Yes let's indeed discuss face to face. Also -1 on regress method now. If you want to experiment make an example that exposes the functionality in the sense of a demo / pre-API idea.

…

On Sat, 29 Jul 2017 at 02:54, Chris Holdgraf ***@***.***> wrote: haha - I will try to get to another iteration on this over the weekend or next week...in the meantime I had to deal with a last-second berkeley bureaucracy graduation crisis :-) — You are receiving this because you are subscribed to this thread. Reply to this email directly, view it on GitHub <#4414 (comment)>, or mute the thread <https://github.com/notifications/unsubscribe-auth/AB0fikRt8mswEPgC4FqHa1u1gyBj-SE5ks5sSoLVgaJpZM4Ofx-h> .
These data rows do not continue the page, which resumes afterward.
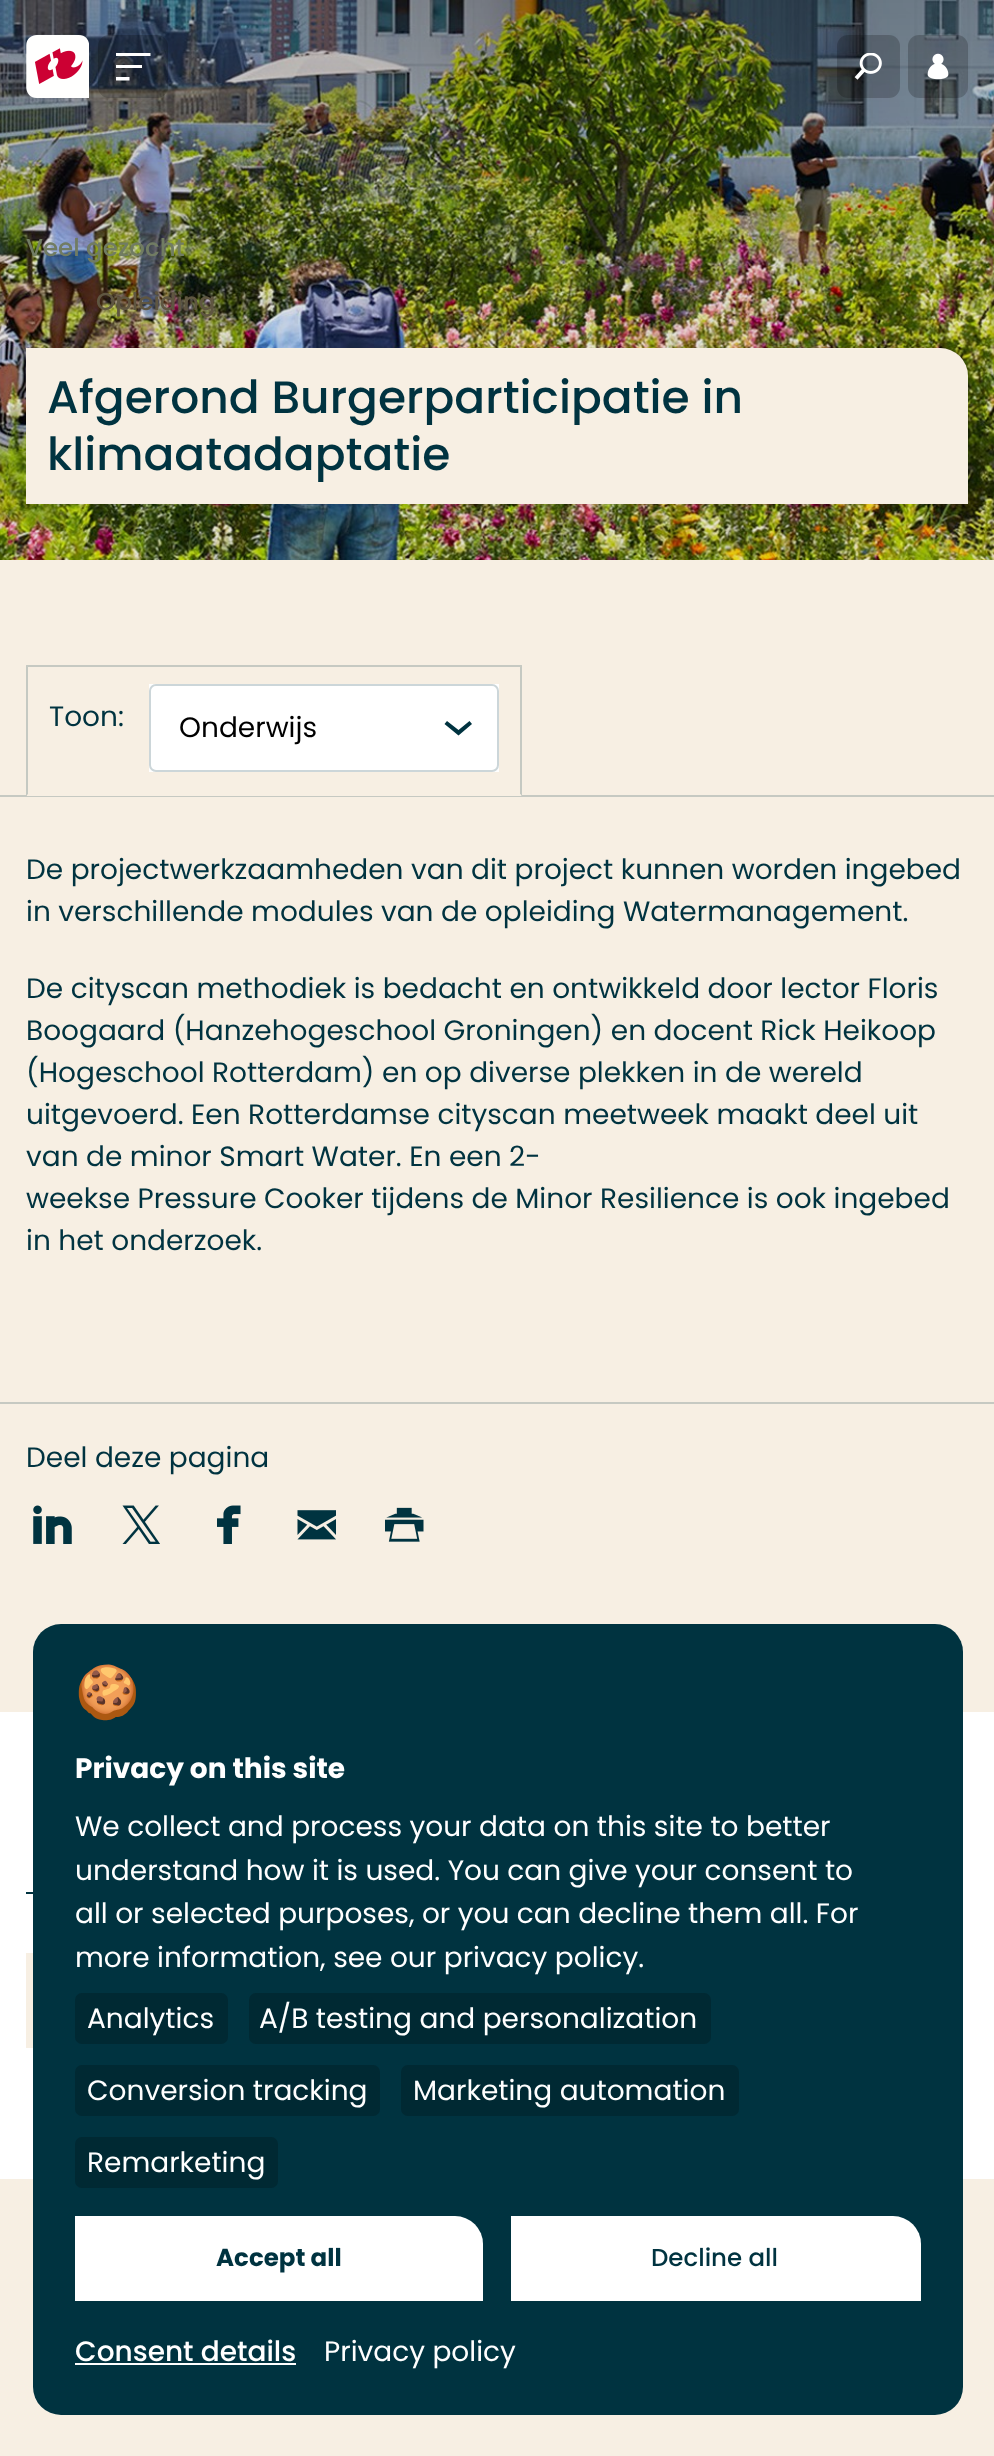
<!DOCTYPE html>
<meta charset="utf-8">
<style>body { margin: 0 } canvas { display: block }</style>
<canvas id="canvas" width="994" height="2456"></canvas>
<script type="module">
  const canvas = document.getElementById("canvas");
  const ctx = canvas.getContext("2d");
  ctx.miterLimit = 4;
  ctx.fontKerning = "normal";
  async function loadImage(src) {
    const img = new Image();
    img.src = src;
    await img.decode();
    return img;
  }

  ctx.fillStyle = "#f7efe3";
  ctx.fillRect(0, 0, 994, 2456);
  ctx.drawImage(await loadImage("img4.png"), 0, 0, 994, 560);
  ctx.font = "500 24.5px Poppins";
  ctx.fillStyle = "#717c63";
  ctx.fillText("Veel gezocht", 26, 256);
  ctx.fillStyle = "#5f5641";
  ctx.fillText("Opleiding", 96, 310);
  ctx.drawImage(await loadImage("img1.png"), 26, 35, 63, 63);
  ctx.fillStyle = "rgba(0, 0, 0, 0.2)";
  ctx.beginPath();
  ctx.roundRect(98, 35, 70, 63, 11);
  ctx.fill();
  ctx.save();
  ctx.beginPath();
  ctx.rect(116, 53, 35, 28);
  ctx.clip();
  ctx.fillStyle = "#ffffff";
  ctx.beginPath();
  ctx.moveTo(115.5, 52.5);
  ctx.lineTo(150.5, 52.5);
  ctx.lineTo(150.5, 56);
  ctx.lineTo(115.5, 56);
  ctx.closePath();
  ctx.moveTo(115.5, 65);
  ctx.lineTo(142, 65);
  ctx.lineTo(142, 68);
  ctx.lineTo(115.5, 68);
  ctx.closePath();
  ctx.moveTo(115.5, 77);
  ctx.lineTo(129.5, 77);
  ctx.lineTo(129.5, 80.5);
  ctx.lineTo(115.5, 80.5);
  ctx.closePath();
  ctx.fill("evenodd");
  ctx.restore();
  ctx.beginPath();
  ctx.roundRect(837, 35, 63, 63, 11);
  ctx.fill();
  ctx.drawImage(await loadImage("img2.png"), 854, 53, 28, 27);
  ctx.beginPath();
  ctx.roundRect(908, 35, 60, 63, 11);
  ctx.fill();
  ctx.drawImage(await loadImage("img3.png"), 927, 53, 22, 27);
  ctx.fillStyle = "#f7efe3";
  ctx.beginPath();
  ctx.roundRect(26, 348, 942, 156, [0, 28, 0, 0]);
  ctx.fill();
  ctx.font = "500 45.5px Poppins";
  ctx.fillStyle = "#003340";
  ctx.fillText("Afgerond Burgerparticipatie in", 47, 413);
  ctx.fillText("klimaatadaptatie", 47, 470);
  ctx.fillStyle = "#c6c9c2";
  ctx.beginPath();
  ctx.moveTo(26, 665);
  ctx.lineTo(522, 665);
  ctx.lineTo(520, 667);
  ctx.lineTo(28, 667);
  ctx.closePath();
  ctx.fill();
  ctx.fillRect(0, 795, 994, 2);
  ctx.fillStyle = "rgba(0, 51, 64, 0.2)";
  ctx.beginPath();
  ctx.moveTo(522, 665);
  ctx.lineTo(522, 796);
  ctx.lineTo(520, 794);
  ctx.lineTo(520, 667);
  ctx.closePath();
  ctx.fill();
  ctx.fillStyle = "#f7efe3";
  ctx.beginPath();
  ctx.moveTo(522, 796);
  ctx.lineTo(26, 796);
  ctx.lineTo(28, 794);
  ctx.lineTo(520, 794);
  ctx.closePath();
  ctx.fill();
  ctx.fillStyle = "rgba(0, 51, 64, 0.2)";
  ctx.beginPath();
  ctx.moveTo(26, 796);
  ctx.lineTo(26, 665);
  ctx.lineTo(28, 667);
  ctx.lineTo(28, 794);
  ctx.closePath();
  ctx.fill();
  ctx.font = "28px Poppins";
  ctx.fillStyle = "#003340";
  ctx.fillText("Toon:", 49, 726);
  ctx.fillStyle = "#ffffff";
  ctx.fillRect(149, 684, 350, 88);
  ctx.beginPath();
  ctx.roundRect(150, 685, 348, 86, 6);
  ctx.strokeStyle = "#ccd6d9";
  ctx.lineWidth = 2;
  ctx.stroke();
  ctx.fillStyle = "#000000";
  ctx.fillText("Onderwijs", 179, 737);
  ctx.fillStyle = "#003340";
  ctx.beginPath();
  ctx.moveTo(444.5, 724);
  ctx.lineTo(447, 721);
  ctx.lineTo(458.5, 730);
  ctx.lineTo(469.5, 721);
  ctx.lineTo(472, 724);
  ctx.lineTo(458.5, 735.5);
  ctx.closePath();
  ctx.fill();
  ctx.fillText("De projectwerkzaamheden van dit project kunnen worden ingebed", 26, 879);
  ctx.fillText("in verschillende modules van de opleiding Watermanagement.", 26, 921);
  ctx.fillText("De cityscan methodiek is bedacht en ontwikkeld door lector Floris", 26, 998);
  ctx.fillText("Boogaard (Hanzehogeschool Groningen) en docent Rick Heikoop", 26, 1040);
  ctx.fillText("(Hogeschool Rotterdam) en op diverse plekken in de wereld", 26, 1082);
  ctx.fillText("uitgevoerd. Een Rotterdamse cityscan meetweek maakt deel uit", 26, 1124);
  ctx.fillText("van de minor Smart Water. En een 2-", 26, 1166);
  ctx.fillText("weekse Pressure Cooker tijdens de Minor Resilience is ook ingebed", 26, 1208);
  ctx.fillText("in het onderzoek.", 26, 1250);
  ctx.fillStyle = "#c6c9c2";
  ctx.fillRect(0, 1402, 994, 2);
  ctx.fillStyle = "#003340";
  ctx.fillText("Deel deze pagina", 26, 1467);
  ctx.drawImage(await loadImage("img5.png"), 33, 1505, 39, 39);
  ctx.drawImage(await loadImage("img6.png"), 122, 1505, 38, 39);
  ctx.drawImage(await loadImage("img7.png"), 217, 1505, 24, 39);
  ctx.drawImage(await loadImage("img8.png"), 297, 1510, 39, 30);
  ctx.drawImage(await loadImage("img9.png"), 385, 1507, 39, 35);
  ctx.fillStyle = "#ffffff";
  ctx.fillRect(0, 1712, 994, 467);
  ctx.fillStyle = "#003340";
  ctx.fillRect(26, 1892, 7, 2);
  ctx.fillStyle = "#f7efe3";
  ctx.fillRect(26, 1953, 7, 95);
  ctx.fillStyle = "#003340";
  ctx.beginPath();
  ctx.roundRect(33, 1624, 930, 791, 28);
  ctx.fill();
  ctx.font = "52px Noto Color Emoji";
  ctx.fillStyle = "#ffffff";
  ctx.fillText("🍪", 75, 1710);
  ctx.font = "bold 28px Poppins";
  ctx.fillText("Privacy on this site", 75, 1778);
  ctx.font = "28px Poppins";
  ctx.fillText("We collect and process your data on this site to better", 75, 1836);
  ctx.fillText("understand how it is used. You can give your consent to", 75, 1880);
  ctx.fillText("all or selected purposes, or you can decline them all. For", 75, 1923);
  ctx.fillText("more information, see our privacy policy.", 75, 1967);
  ctx.fillStyle = "#002933";
  ctx.beginPath();
  ctx.roundRect(75, 1993, 153, 51, 7);
  ctx.fill();
  ctx.fillStyle = "#ffffff";
  ctx.fillText("Analytics", 87, 2028);
  ctx.fillStyle = "#002933";
  ctx.beginPath();
  ctx.roundRect(249, 1993, 462, 51, 7);
  ctx.fill();
  ctx.fillStyle = "#ffffff";
  ctx.fillText("A/B testing and personalization", 259, 2028);
  ctx.fillStyle = "#002933";
  ctx.beginPath();
  ctx.roundRect(75, 2065, 305, 51, 7);
  ctx.fill();
  ctx.fillStyle = "#ffffff";
  ctx.fillText("Conversion tracking", 87, 2100);
  ctx.fillStyle = "#002933";
  ctx.beginPath();
  ctx.roundRect(401, 2065, 338, 51, 7);
  ctx.fill();
  ctx.fillStyle = "#ffffff";
  ctx.fillText("Marketing automation", 413, 2100);
  ctx.fillStyle = "#002933";
  ctx.beginPath();
  ctx.roundRect(75, 2137, 203, 51, 7);
  ctx.fill();
  ctx.fillStyle = "#ffffff";
  ctx.fillText("Remarketing", 87, 2172);
  ctx.beginPath();
  ctx.roundRect(75, 2216, 408, 85, [0, 28, 0, 0]);
  ctx.fill();
  ctx.font = "bold 24.5px Poppins";
  ctx.fillStyle = "#003340";
  ctx.fillText("Accept all", 216, 2266);
  ctx.fillStyle = "#ffffff";
  ctx.beginPath();
  ctx.roundRect(511, 2216, 410, 85, [0, 28, 0, 0]);
  ctx.fill();
  ctx.font = "500 24.5px Poppins";
  ctx.fillStyle = "#003340";
  ctx.fillText("Decline all", 651, 2266);
  ctx.font = "500 28px Poppins";
  ctx.fillStyle = "#ffffff";
  ctx.fillText("Consent details", 75, 2361);
  ctx.fillRect(75, 2363, 221, 2);
  ctx.font = "28px Poppins";
  ctx.fillText("Privacy policy", 324, 2361);
</script>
choldgraf · 2017-07-31T15:12:10Z

so @Eric89GXL , what's the way to handle I/O here? I don't have a ton of experience with the elektra binary files...

larsoner · 2017-07-31T15:36:51Z

From @agramfort on Gitter:

I would create a new FIFFB_EPOCHS_METADATA block. We need to store the columns as list of strings and then arrays on int, float or str

So we need to add a new constant to mne.io.constants.FIFF for this new block. Then based on what @agramfort wrote, if you look at the existing Epochs I/O I think it will already make sense to you. There are pretty simple functions to open/close the new block, and write/read chunks / tags of data as necessary.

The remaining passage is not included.